In der Marktwirtschaft gehört ein gewisses Risiko zum Geschäft und kann sich auch lohnen. Um heute grüne Projekte zu realisieren, müssen wir Nischenanwendungen suchen, bei denen die Energiekosten eine geringere Rolle für den Endproduktpreis spielen. Zum Beispiel ist grüner Stahl für die Automobilindustrie sinnvoll, weil der Preisanteil am Endprodukt mit unter 2 % gering, der CO2-Anteil mit 15 bis 20 % aber hoch ist. Chemikalien sind ein weiteres Beispiel: Düngemittel aus grünem Ammoniak sind teurer. In anderen Produkten wie Matratzen macht der Preisanstieg aber nur 0,3 % aus, während die CO2-Reduktion 8 % beträgt. Es ist also entscheidend, Industrien zu finden, die lange Wertschöpfungsketten und eine hohe Wertschöpfung haben, um die hohen Kosten für Wasserstoff zu rechtfertigen.
Derzeit entstehen ja erste wasserstofffähige Gaskraftwerke. Könnten die überhaupt betrieben werden?
Unsere Stromnetze werden wahrscheinlich nicht schnell genug ausgebaut, um den zukünftig signifikant höheren Stromverbrauch zu decken. Gaskraftwerke können das schnell übernehmen. Sie haben einen hohen energetischen Nutzen und können zuverlässig versorgen.
Ich denke dennoch, dass sich dies erst mit fallenden Wasserstoffpreisen durchsetzen wird und dafür ist die Infrastruktur essentiell. Wichtig wird es sein, diese Anlagen mit maximaler Effizienz zu betreiben, um den Einfluss der höheren Brennstoffkosten auf den Strom- und auch Wärmepreis zu minimieren. Gasturbinen- und -motorenkraftwerke sind schon sehr effizient, aber es gibt auch alternative Technologien, auf die wir achten müssen.
Dann gäbe es ja noch die Brennstoffzellen, für deren Einsatz Sie auch plädieren.
Der zusätzliche Einsatz von Brennstoffzellen bietet Vorteile durch ihr besseres Strom-Wärme-Verhältnis. Wir werden in Zukunft mehr Strom benötigen, und Brennstoffzellen können dazu beitragen. In Südkorea gibt es bereits 80-Megawatt-Anlagen von Doosan. Deutschland sollte solche Technologien nicht aus den Augen verlieren, um langfristig wettbewerbsfähig zu bleiben. Jedes Prozent Wirkungsgrad zählt, und Brennstoffzellen haben da klare Vorteile.
Wie sieht das Projekt in Südkorea konkret aus?

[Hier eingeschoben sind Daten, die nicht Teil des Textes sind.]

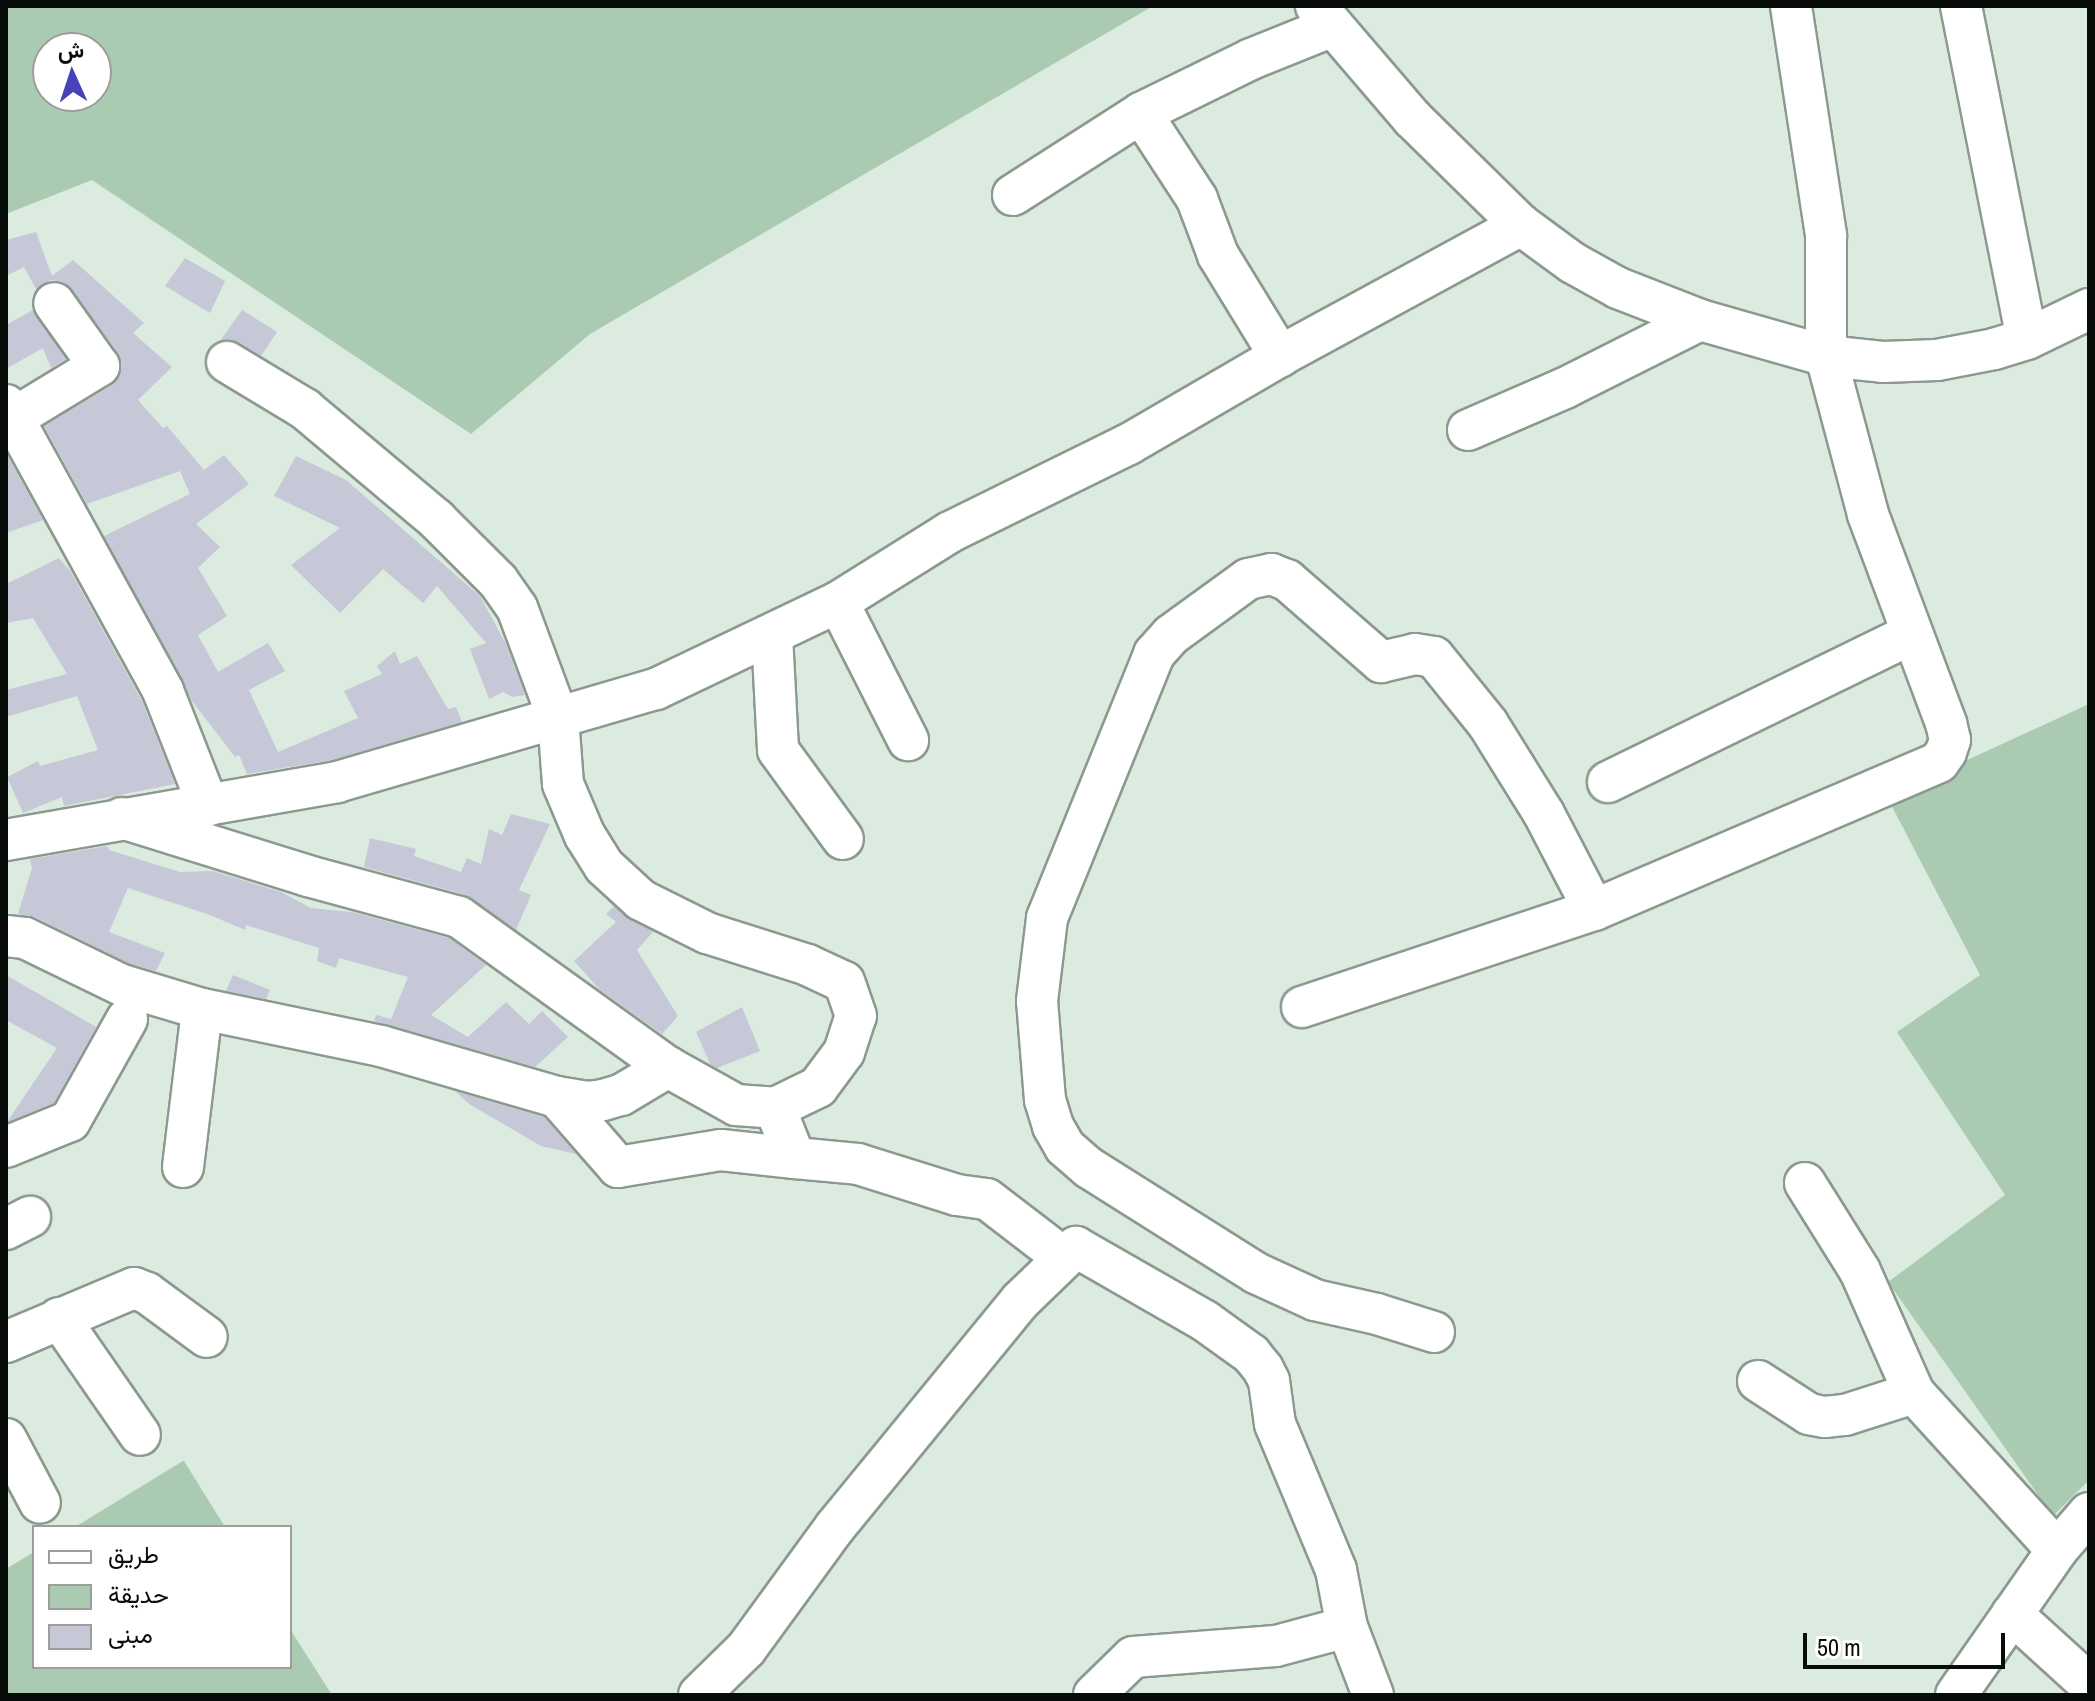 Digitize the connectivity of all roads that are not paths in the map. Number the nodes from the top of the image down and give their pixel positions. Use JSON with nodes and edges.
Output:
{"nodes":[{"id":1,"x":1791,"y":6,"type":"edge"},
{"id":2,"x":1961,"y":6,"type":"edge"},
{"id":3,"x":1324,"y":16,"type":"edge"},
{"id":4,"x":1141,"y":113,"type":"junction"},
{"id":5,"x":1013,"y":195,"type":"dead end"},
{"id":6,"x":1521,"y":225,"type":"junction"},
{"id":7,"x":54,"y":303,"type":"dead end"},
{"id":8,"x":2089,"y":309,"type":"edge"},
{"id":9,"x":1700,"y":320,"type":"junction"},
{"id":10,"x":2027,"y":339,"type":"junction"},
{"id":11,"x":1280,"y":356,"type":"junction"},
{"id":12,"x":1826,"y":356,"type":"junction"},
{"id":13,"x":227,"y":362,"type":"dead end"},
{"id":14,"x":9,"y":412,"type":"edge"},
{"id":15,"x":1468,"y":430,"type":"dead end"},
{"id":16,"x":838,"y":602,"type":"junction"},
{"id":17,"x":1912,"y":634,"type":"junction"},
{"id":18,"x":772,"y":635,"type":"junction"},
{"id":19,"x":558,"y":718,"type":"junction"},
{"id":20,"x":908,"y":740,"type":"dead end"},
{"id":21,"x":1608,"y":782,"type":"dead end"},
{"id":22,"x":208,"y":805,"type":"junction"},
{"id":23,"x":122,"y":818,"type":"junction"},
{"id":24,"x":10,"y":827,"type":"edge"},
{"id":25,"x":843,"y":839,"type":"dead end"},
{"id":26,"x":1594,"y":910,"type":"junction"},
{"id":27,"x":6,"y":936,"type":"edge"},
{"id":28,"x":1302,"y":1007,"type":"dead end"},
{"id":29,"x":202,"y":1009,"type":"junction"},
{"id":30,"x":127,"y":1019,"type":"dead end"},
{"id":31,"x":668,"y":1067,"type":"junction"},
{"id":32,"x":557,"y":1097,"type":"junction"},
{"id":33,"x":775,"y":1108,"type":"junction"},
{"id":34,"x":6,"y":1147,"type":"edge"},
{"id":35,"x":795,"y":1158,"type":"junction"},
{"id":36,"x":183,"y":1167,"type":"dead end"},
{"id":37,"x":1805,"y":1183,"type":"dead end"},
{"id":38,"x":1064,"y":1258,"type":"junction"},
{"id":39,"x":59,"y":1318,"type":"junction"},
{"id":40,"x":1434,"y":1332,"type":"dead end"},
{"id":41,"x":207,"y":1337,"type":"dead end"},
{"id":42,"x":6,"y":1342,"type":"edge"},
{"id":43,"x":1758,"y":1381,"type":"dead end"},
{"id":44,"x":1914,"y":1393,"type":"junction"},
{"id":45,"x":140,"y":1435,"type":"dead end"},
{"id":46,"x":7,"y":1444,"type":"edge"},
{"id":47,"x":40,"y":1503,"type":"dead end"},
{"id":48,"x":2089,"y":1513,"type":"edge"},
{"id":49,"x":2057,"y":1550,"type":"junction"},
{"id":50,"x":2012,"y":1614,"type":"junction"},
{"id":51,"x":1347,"y":1627,"type":"junction"},
{"id":52,"x":2089,"y":1684,"type":"edge"},
{"id":53,"x":699,"y":1695,"type":"edge"},
{"id":54,"x":1094,"y":1695,"type":"edge"},
{"id":55,"x":1373,"y":1695,"type":"edge"},
{"id":56,"x":1956,"y":1695,"type":"edge"}],
"edges":[{"from":1,"to":12,"type":"street"},
{"from":2,"to":10,"type":"street"},
{"from":3,"to":4,"type":"street"},
{"from":3,"to":6,"type":"street"},
{"from":4,"to":5,"type":"street"},
{"from":4,"to":11,"type":"street"},
{"from":6,"to":9,"type":"street"},
{"from":6,"to":11,"type":"street"},
{"from":7,"to":14,"type":"street"},
{"from":8,"to":10,"type":"street"},
{"from":9,"to":12,"type":"street"},
{"from":9,"to":15,"type":"street"},
{"from":10,"to":12,"type":"street"},
{"from":11,"to":16,"type":"street"},
{"from":12,"to":17,"type":"street"},
{"from":13,"to":19,"type":"street"},
{"from":14,"to":22,"type":"street"},
{"from":16,"to":18,"type":"street"},
{"from":16,"to":20,"type":"street"},
{"from":17,"to":21,"type":"street"},
{"from":17,"to":26,"type":"street"},
{"from":18,"to":19,"type":"street"},
{"from":18,"to":25,"type":"street"},
{"from":19,"to":22,"type":"street"},
{"from":19,"to":33,"type":"street"},
{"from":22,"to":23,"type":"street"},
{"from":23,"to":24,"type":"street"},
{"from":23,"to":31,"type":"street"},
{"from":26,"to":28,"type":"street"},
{"from":26,"to":40,"type":"street"},
{"from":27,"to":29,"type":"street"},
{"from":29,"to":32,"type":"street"},
{"from":29,"to":36,"type":"street"},
{"from":30,"to":34,"type":"street"},
{"from":31,"to":32,"type":"street"},
{"from":31,"to":33,"type":"street"},
{"from":32,"to":35,"type":"street"},
{"from":33,"to":35,"type":"street"},
{"from":35,"to":38,"type":"street"},
{"from":37,"to":44,"type":"street"},
{"from":38,"to":51,"type":"street"},
{"from":38,"to":53,"type":"street"},
{"from":39,"to":41,"type":"street"},
{"from":39,"to":42,"type":"street"},
{"from":39,"to":45,"type":"street"},
{"from":43,"to":44,"type":"street"},
{"from":44,"to":49,"type":"street"},
{"from":46,"to":47,"type":"street"},
{"from":48,"to":49,"type":"street"},
{"from":49,"to":50,"type":"street"},
{"from":50,"to":52,"type":"street"},
{"from":50,"to":56,"type":"street"},
{"from":51,"to":54,"type":"street"},
{"from":51,"to":55,"type":"street"}]}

Es umfasst 80 Megawatt und nutzt Wasserstoff, der durch Elektrolyse erzeugt wird, in Brennstoffzellenkraftwerken. Diese liefern Strom und Wärme an die Stadt. Ein integriertes Konzept, das in Incheon gebaut wurde. Südkorea hat eine ähnliche Struktur wie Deutschland, ist ein hoch technologisiertes Exportland. Wenn Unternehmen dort so etwas demonstrieren können, sollten wir das auch tun. Ich war fünfzehn Jahre im Kraftwerksbau und weiß, wie wichtig Referenzprojekte sind. Wenn wir keine deutschen Referenzen hatten, konnten wir international nichts verkaufen.

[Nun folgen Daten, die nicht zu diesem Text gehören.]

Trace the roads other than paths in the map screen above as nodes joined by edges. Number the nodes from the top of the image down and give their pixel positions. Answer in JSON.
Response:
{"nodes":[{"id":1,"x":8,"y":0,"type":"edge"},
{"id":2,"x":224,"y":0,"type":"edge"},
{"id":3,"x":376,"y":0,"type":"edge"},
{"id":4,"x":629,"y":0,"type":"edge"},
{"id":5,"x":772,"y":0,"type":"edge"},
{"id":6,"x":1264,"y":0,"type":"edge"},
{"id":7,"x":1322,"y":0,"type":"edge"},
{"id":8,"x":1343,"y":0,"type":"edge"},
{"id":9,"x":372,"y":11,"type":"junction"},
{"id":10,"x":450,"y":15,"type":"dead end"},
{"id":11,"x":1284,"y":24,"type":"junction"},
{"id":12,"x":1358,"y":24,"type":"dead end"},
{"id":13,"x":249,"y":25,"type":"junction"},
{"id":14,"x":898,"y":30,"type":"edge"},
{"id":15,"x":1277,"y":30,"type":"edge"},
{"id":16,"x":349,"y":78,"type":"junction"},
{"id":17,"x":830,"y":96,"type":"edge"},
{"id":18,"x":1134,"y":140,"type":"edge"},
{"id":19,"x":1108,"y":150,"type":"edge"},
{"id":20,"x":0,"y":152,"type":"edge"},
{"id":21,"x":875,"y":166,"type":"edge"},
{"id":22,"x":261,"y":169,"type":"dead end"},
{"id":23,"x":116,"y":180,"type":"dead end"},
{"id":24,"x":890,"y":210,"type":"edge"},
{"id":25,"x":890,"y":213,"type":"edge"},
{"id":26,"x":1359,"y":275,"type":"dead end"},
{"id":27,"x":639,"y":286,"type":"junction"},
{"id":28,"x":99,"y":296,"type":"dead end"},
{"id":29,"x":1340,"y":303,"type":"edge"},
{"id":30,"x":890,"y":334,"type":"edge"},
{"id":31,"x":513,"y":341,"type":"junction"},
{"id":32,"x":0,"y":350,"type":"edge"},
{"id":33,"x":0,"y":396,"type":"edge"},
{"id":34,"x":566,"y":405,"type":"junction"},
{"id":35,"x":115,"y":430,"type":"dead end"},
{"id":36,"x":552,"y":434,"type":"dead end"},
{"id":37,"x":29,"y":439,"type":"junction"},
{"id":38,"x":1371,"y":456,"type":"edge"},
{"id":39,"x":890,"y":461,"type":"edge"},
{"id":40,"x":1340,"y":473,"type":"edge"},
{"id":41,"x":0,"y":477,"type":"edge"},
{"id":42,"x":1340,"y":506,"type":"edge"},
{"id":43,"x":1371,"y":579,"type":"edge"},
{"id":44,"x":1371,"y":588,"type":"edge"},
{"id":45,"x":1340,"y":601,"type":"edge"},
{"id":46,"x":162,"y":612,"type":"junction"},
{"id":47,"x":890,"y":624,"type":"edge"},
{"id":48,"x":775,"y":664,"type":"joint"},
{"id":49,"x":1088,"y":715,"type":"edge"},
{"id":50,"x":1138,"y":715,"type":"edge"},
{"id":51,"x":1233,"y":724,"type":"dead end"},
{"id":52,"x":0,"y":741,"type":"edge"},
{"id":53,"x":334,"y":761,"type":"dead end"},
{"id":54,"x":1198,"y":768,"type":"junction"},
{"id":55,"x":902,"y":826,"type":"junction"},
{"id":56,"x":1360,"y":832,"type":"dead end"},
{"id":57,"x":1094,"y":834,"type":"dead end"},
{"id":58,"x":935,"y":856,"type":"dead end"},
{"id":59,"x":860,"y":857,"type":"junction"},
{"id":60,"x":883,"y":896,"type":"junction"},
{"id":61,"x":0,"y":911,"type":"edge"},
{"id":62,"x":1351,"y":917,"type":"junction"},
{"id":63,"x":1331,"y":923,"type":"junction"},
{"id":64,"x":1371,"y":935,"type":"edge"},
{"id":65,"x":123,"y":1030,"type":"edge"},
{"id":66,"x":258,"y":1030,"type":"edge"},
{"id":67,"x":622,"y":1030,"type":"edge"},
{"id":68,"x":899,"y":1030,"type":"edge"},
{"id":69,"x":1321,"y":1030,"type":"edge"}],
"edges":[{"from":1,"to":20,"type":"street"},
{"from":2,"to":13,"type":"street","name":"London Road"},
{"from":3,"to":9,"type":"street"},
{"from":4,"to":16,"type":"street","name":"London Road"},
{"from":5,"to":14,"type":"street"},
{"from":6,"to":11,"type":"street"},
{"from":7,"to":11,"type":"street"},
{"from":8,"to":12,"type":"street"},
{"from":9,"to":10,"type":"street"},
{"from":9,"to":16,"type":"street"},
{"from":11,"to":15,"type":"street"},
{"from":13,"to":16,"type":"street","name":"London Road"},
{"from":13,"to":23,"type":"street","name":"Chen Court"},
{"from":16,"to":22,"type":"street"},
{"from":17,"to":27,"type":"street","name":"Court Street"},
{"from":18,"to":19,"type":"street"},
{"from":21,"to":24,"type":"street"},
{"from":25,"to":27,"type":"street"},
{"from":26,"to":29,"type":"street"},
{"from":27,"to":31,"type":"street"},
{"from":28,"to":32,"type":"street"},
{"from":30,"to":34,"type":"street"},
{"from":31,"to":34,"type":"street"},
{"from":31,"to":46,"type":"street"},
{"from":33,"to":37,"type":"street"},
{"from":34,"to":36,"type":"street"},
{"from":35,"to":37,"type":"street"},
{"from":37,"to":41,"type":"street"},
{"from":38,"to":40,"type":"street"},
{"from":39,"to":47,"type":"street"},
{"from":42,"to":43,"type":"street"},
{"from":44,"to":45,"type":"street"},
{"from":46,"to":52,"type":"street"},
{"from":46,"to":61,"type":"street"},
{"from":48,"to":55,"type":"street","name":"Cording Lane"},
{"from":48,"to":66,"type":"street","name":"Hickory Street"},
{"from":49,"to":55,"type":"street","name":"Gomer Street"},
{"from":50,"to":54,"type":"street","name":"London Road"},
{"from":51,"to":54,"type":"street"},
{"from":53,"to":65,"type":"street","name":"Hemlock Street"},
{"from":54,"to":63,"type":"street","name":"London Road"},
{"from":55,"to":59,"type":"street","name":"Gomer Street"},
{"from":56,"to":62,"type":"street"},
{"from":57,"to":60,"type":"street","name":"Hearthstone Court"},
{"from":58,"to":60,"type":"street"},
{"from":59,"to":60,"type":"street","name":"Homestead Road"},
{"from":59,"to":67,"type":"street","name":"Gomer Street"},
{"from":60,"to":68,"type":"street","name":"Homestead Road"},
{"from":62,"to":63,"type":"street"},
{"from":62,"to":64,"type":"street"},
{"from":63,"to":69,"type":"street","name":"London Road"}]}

Brennstoffzellenkraftwerke haben viele Vorteile: keine hohen Gebäude, keine hohen Verbrennungstemperaturen und sie sind auch Feinstaubfilter. Incheon nimmt 14.000 Tonnen Feinstaub im Jahr aus der Luft. Solche Kraftwerke können in Städte integriert werden, etwa unter einem Park. In immer dichter werdenden Städten wie Berlin könnte das eine Lösung sein. Ich denke, wir sollten solche integrierten Konzepte für Strom, Wärme und Feinstaubfilter in Betracht ziehen. Die ersten PV-Zellen waren auch teuer, aber wir müssen solche Anlagen bauen, um die Technologie weiterzuentwickeln und langfristig unsere Vorreiterrolle als Technologieland zu behalten.